For Ever and Ever

Before your co-founders said all the right things to fans and media around the Bay and the country—“We always knew that Oakland was a championship town. When we started a team, it wasn’t just good enough to build a team with the community. We wanted to build a winner”  / “It feels like the start of a new chapter for baseball in Oakland”—on a booze-and-fire-engine-soaked field littered with jerseys and bottles, they had a slightly different take.

“How are you feeling?” I asked both separately on the way into Game 5.

“I’m okay” was their identical answer, delivered in the way that suggests the lowest conceivable point of okayness. They are by nature easygoing and confident guys. They were nervous.

Who could blame them. If we won—if the Ballers pulled off the nearly impossible feat of coming back in three straight games, of winning four elimination games in the playoffs overall—the narrative was there: a team built by Oakland had made it a town of champions again. Teams left and the one that stayed won it all. A city park became a gem of baseball in 18 months. Fans invested in themselves and won. The gamble to host games three through five at home paid off. The best team ever had proved they were the best team ever. Hell, the mayor had just come out onto the field and said that young people should watch to see that “champions rise from Oakland.” That is pressure.

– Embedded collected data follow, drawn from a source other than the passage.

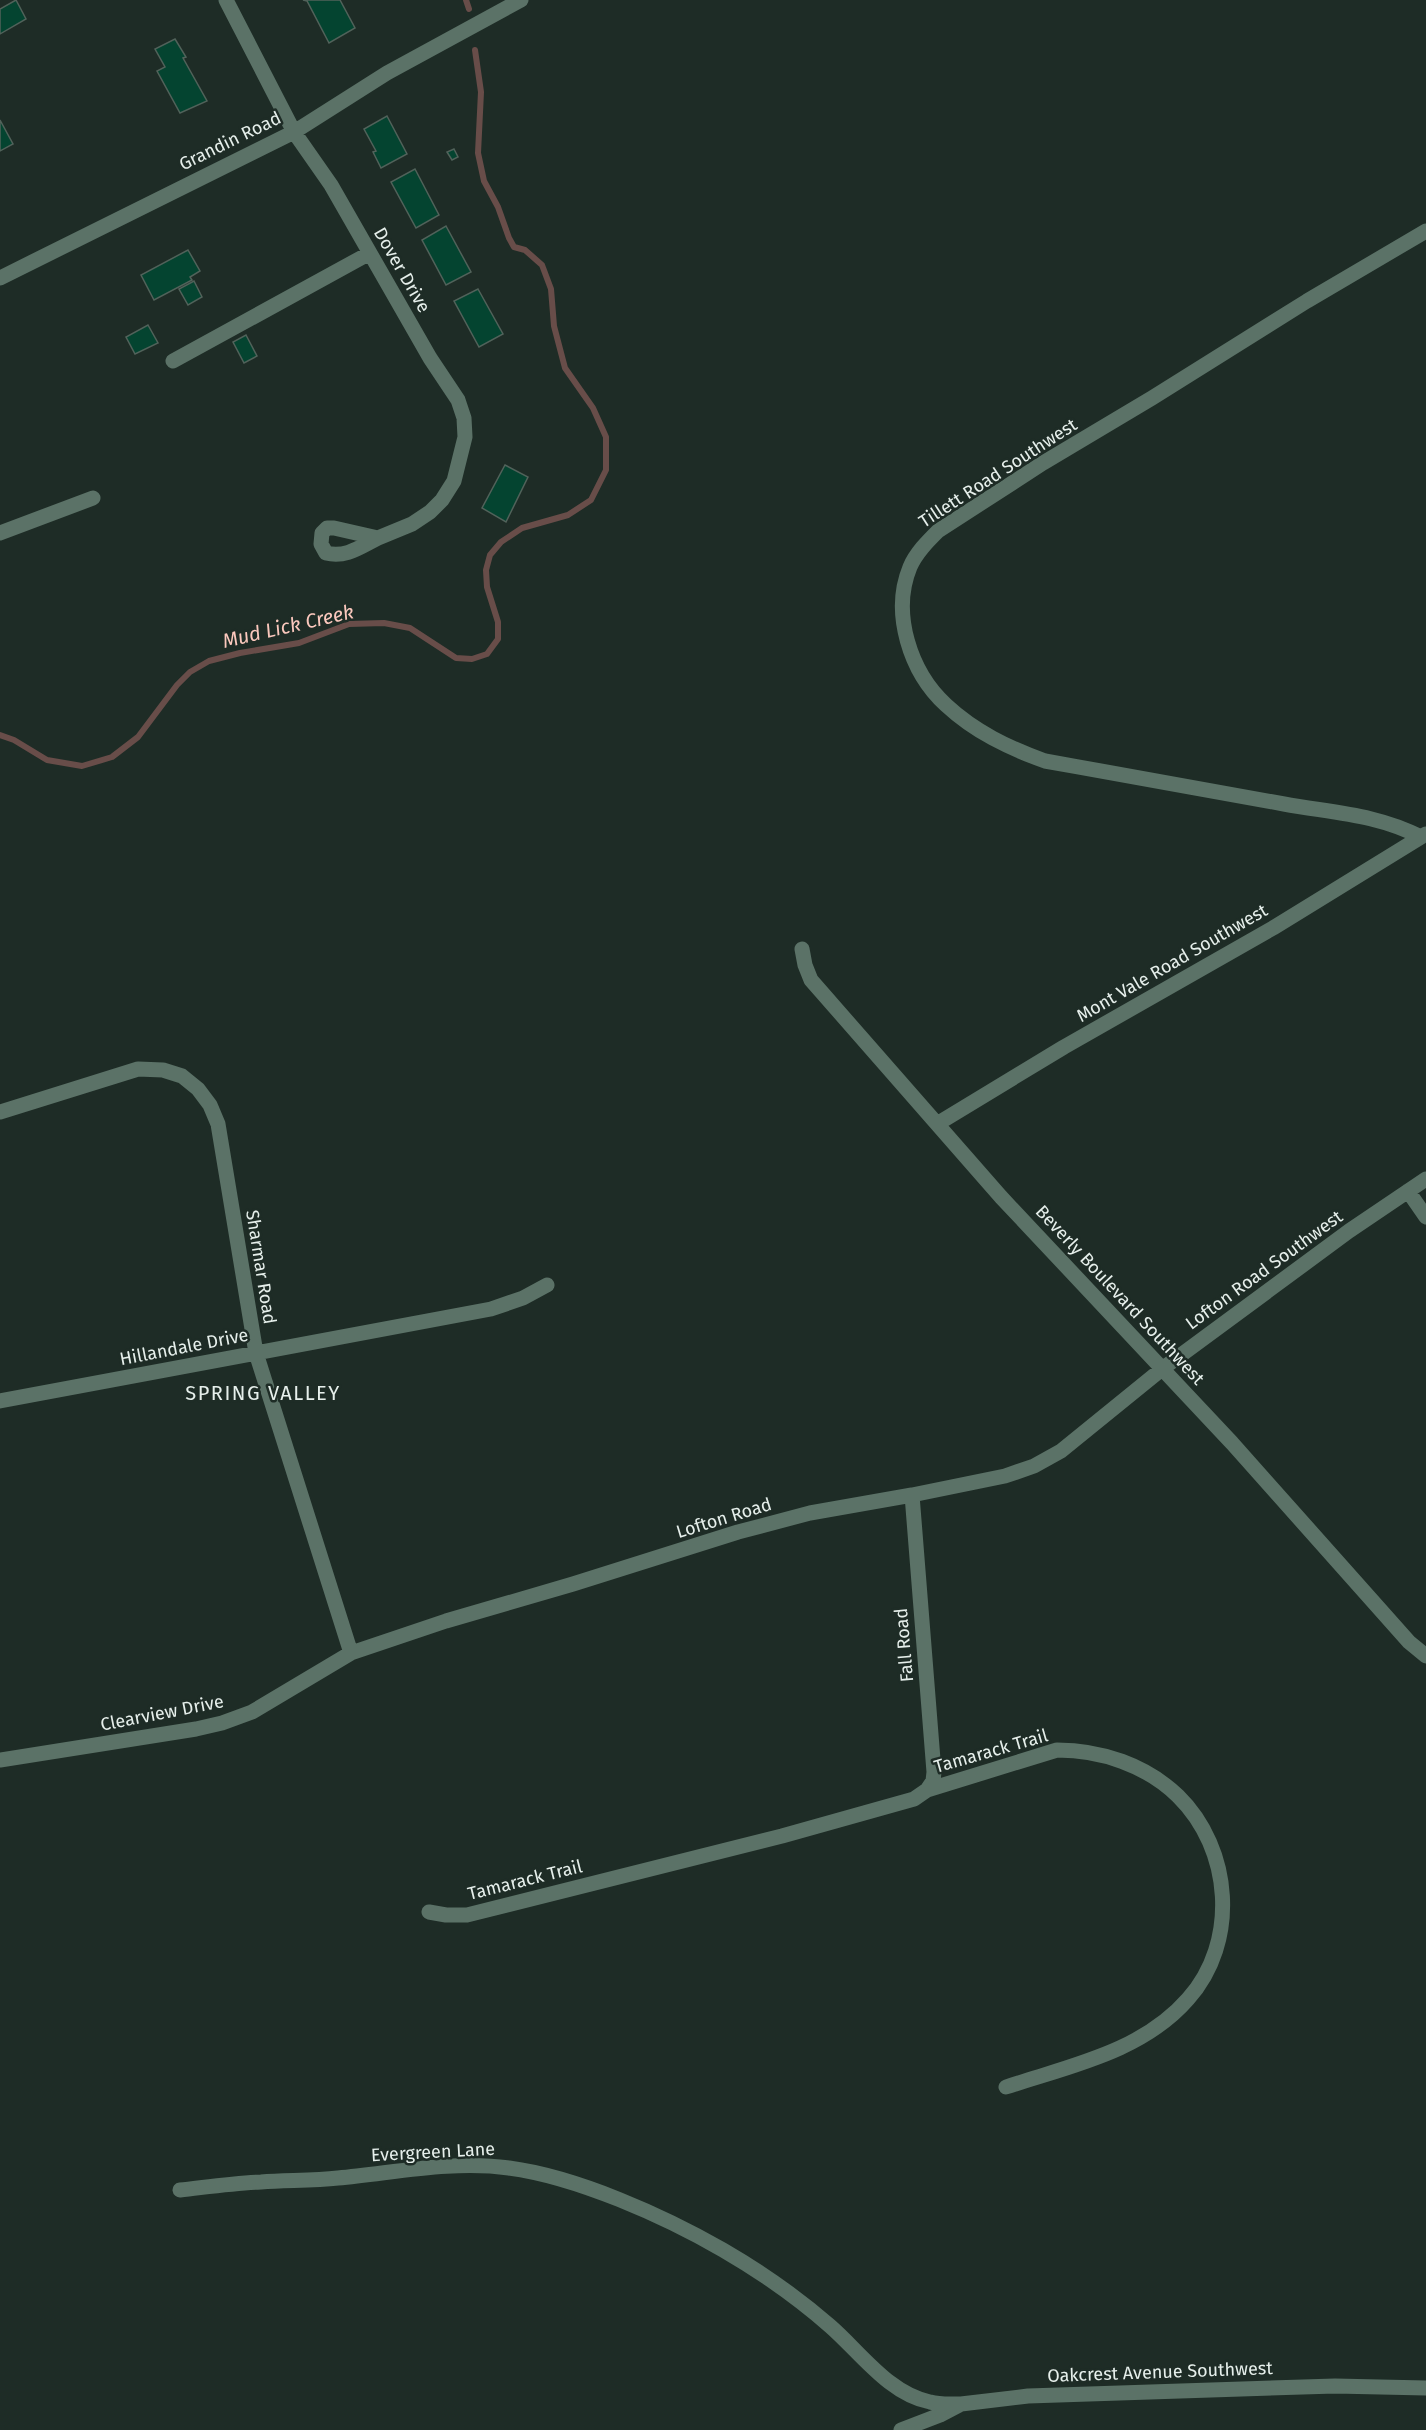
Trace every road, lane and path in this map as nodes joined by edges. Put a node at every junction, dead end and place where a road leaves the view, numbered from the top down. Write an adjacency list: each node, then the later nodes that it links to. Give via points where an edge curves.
1 (226, 0): 3 (street, Dover Drive)
2 (521, 0): 3 (street, Grandin Road, via 387,73)
3 (294, 132): 5 (street, Dover Drive, via 331,185); 6 (street, Grandin Road)
4 (1426, 231): 11 (street, Tillett Road Southwest, via 938,531 910,567 903,608 909,646 928,683 970,725 1019,752 1046,761 1378,819)
5 (370, 253): 7 (street); 10 (street, Dover Drive, via 458,400 465,437 454,481 442,500 412,525)
6 (0, 278)
7 (173, 361)
8 (93, 498): 9 (street)
9 (0, 533)
10 (378, 538)
11 (1424, 836): 14 (street, Mont Vale Road Southwest)
12 (802, 950): 14 (street, Beverly Boulevard Southwest, via 811,980)
13 (0, 1112): 19 (street, Sharmar Road, via 138,1070 163,1070 198,1089 218,1124)
14 (937, 1124): 20 (street, Beverly Boulevard Southwest)
15 (1426, 1179): 16 (street, Lofton Road Southwest)
16 (1408, 1191): 17 (street); 20 (street, Lofton Road Southwest)
17 (1426, 1216)
18 (547, 1285): 19 (street, Hillandale Drive, via 491,1309)
19 (256, 1353): 21 (street, Hillandale Drive); 24 (street, Sharmar Road)
20 (1162, 1369): 22 (street, Lofton Road Southwest); 25 (street, Beverly Boulevard Southwest, via 1409,1642)
21 (0, 1401)
22 (1101, 1419): 23 (street, Lofton Road, via 1061,1451 1034,1466)
23 (912, 1496): 24 (street, Lofton Road, via 810,1513 738,1532 446,1620); 27 (street, Fall Road, via 934,1772)
24 (351, 1653): 26 (street, Clearview Drive, via 252,1712 222,1723)
25 (1426, 1656)
26 (0, 1760)
27 (927, 1790): 28 (street, Tamarack Trail, via 914,1799 793,1833 467,1915); 29 (street, Tamarack Trail, via 1058,1750 1103,1754 1158,1780 1178,1797 1205,1834 1222,1882 1221,1934 1205,1977 1175,2013 1125,2046)
28 (429, 1911)
29 (1006, 2087)
30 (180, 2190): 32 (street, Evergreen Lane, via 474,2166 508,2167 541,2174 612,2197 723,2250 829,2325 892,2384 930,2403)
31 (1426, 2388): 32 (street, Oakcrest Avenue Southwest, via 1335,2386 1028,2396)
32 (961, 2404): 33 (street, Oakcrest Avenue Southwest)
33 (901, 2430)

The B’s put themselves in the best of tough spots all year. When you’re the best regular season team in modern Pioneer League history, how can you also be the back-to-the-wall underdog that the Town knows and loves so well? Was this really a team that could go four months without losing more than two games in a row? Gabe Tanner said it best. The 11-0 pitcher, the pitcher who had not lost a game the entire season and pitched the team to victory just one day before, was walking across 20th with me when I asked him what he’d get up to in the game now that he’d already done his part.

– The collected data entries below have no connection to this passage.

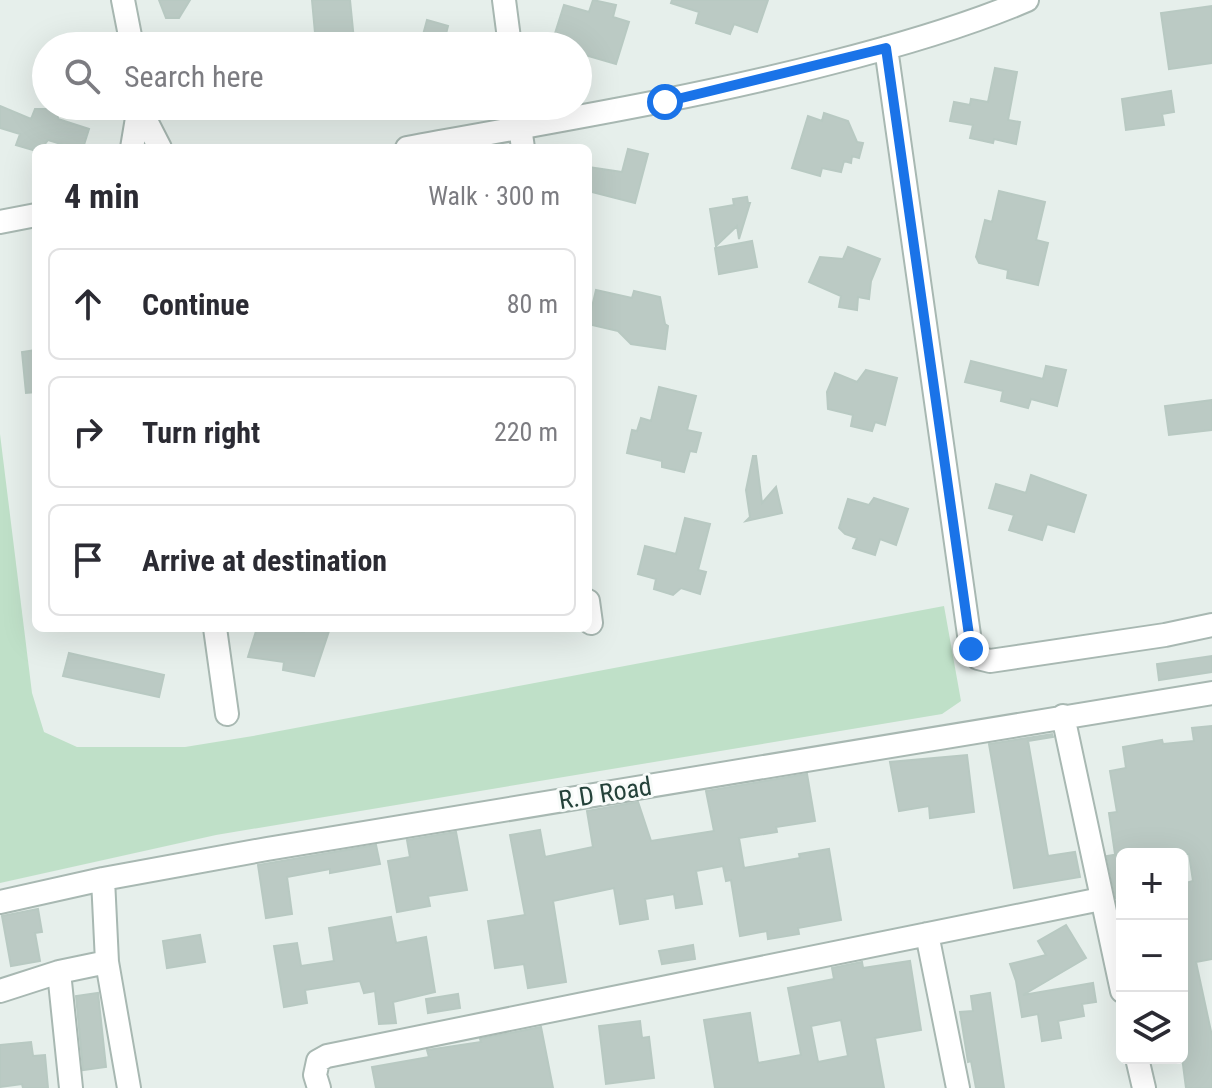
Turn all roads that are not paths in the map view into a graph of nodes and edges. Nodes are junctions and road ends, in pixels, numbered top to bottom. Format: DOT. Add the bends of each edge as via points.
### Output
graph roads {
  1 [pos="123,0"];
  2 [pos="504,0"];
  3 [pos="1027,0"];
  4 [pos="993,7"];
  5 [pos="129,32"];
  6 [pos="508,32"];
  7 [pos="886,48"];
  8 [pos="592,115"];
  9 [pos="137,120"];
  10 [pos="146,120"];
  11 [pos="561,120"];
  12 [pos="520,127"];
  13 [pos="133,144"];
  14 [pos="158,144"];
  15 [pos="429,144"];
  16 [pos="32,216"];
  17 [pos="0,222"];
  18 [pos="1212,625"];
  19 [pos="216,632"];
  20 [pos="1212,693"];
  21 [pos="227,714"];
  22 [pos="1063,716"];
  23 [pos="103,879"];
  24 [pos="1101,899"];
  25 [pos="0,902"];
  26 [pos="927,934"];
  27 [pos="107,962"];
  28 [pos="1116,965"];
  29 [pos="59,972"];
  30 [pos="0,991"];
  31 [pos="1138,1064"];
  32 [pos="71,1088"];
  33 [pos="129,1088"];
  34 [pos="319,1088"];
  35 [pos="958,1088"];
  36 [pos="1144,1088"];
  1 -- 5 [label="street"];
  2 -- 6 [label="street"];
  3 -- 4 [label="street"];
  4 -- 7 [label="street"];
  7 -- 8 [label="street"];
  7 -- 18 [label="street" via="971,649 990,661"];
  9 -- 13 [label="street"];
  10 -- 14 [label="street"];
  11 -- 12 [label="street"];
  12 -- 15 [label="street"];
  16 -- 17 [label="street"];
  19 -- 21 [label="street"];
  20 -- 22 [label="street, R.D Road"];
  22 -- 23 [label="street, R.D Road"];
  22 -- 24 [label="street"];
  23 -- 25 [label="street, R.D Road"];
  23 -- 27 [label="street"];
  24 -- 26 [label="street"];
  24 -- 28 [label="street"];
  26 -- 34 [label="street" via="327,1056 318,1061"];
  26 -- 35 [label="street"];
  27 -- 29 [label="street"];
  27 -- 33 [label="street"];
  29 -- 30 [label="street"];
  29 -- 32 [label="street"];
  31 -- 36 [label="street"];
}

“I still brought my cleats,” he said, holding them up. He was ready to play if they needed him. He’d given five innings, faced 27 batters, and he was still willing to suit up if things went south.

Turns out, of course, that we didn’t need him. And we didn’t need to be nervous for too long thanks to a Jake Allgeyer first-inning homer. By Cam Bufford’s blast in the seventh, the stands were literally shaking with joy, and no one will tell me Berkeley’s 4.3-mag earthquake in the small hours of the morning wasn’t triggered by elation vibrations on the Raimondi Fault. A party 36 years in the making finally got a chance to start early.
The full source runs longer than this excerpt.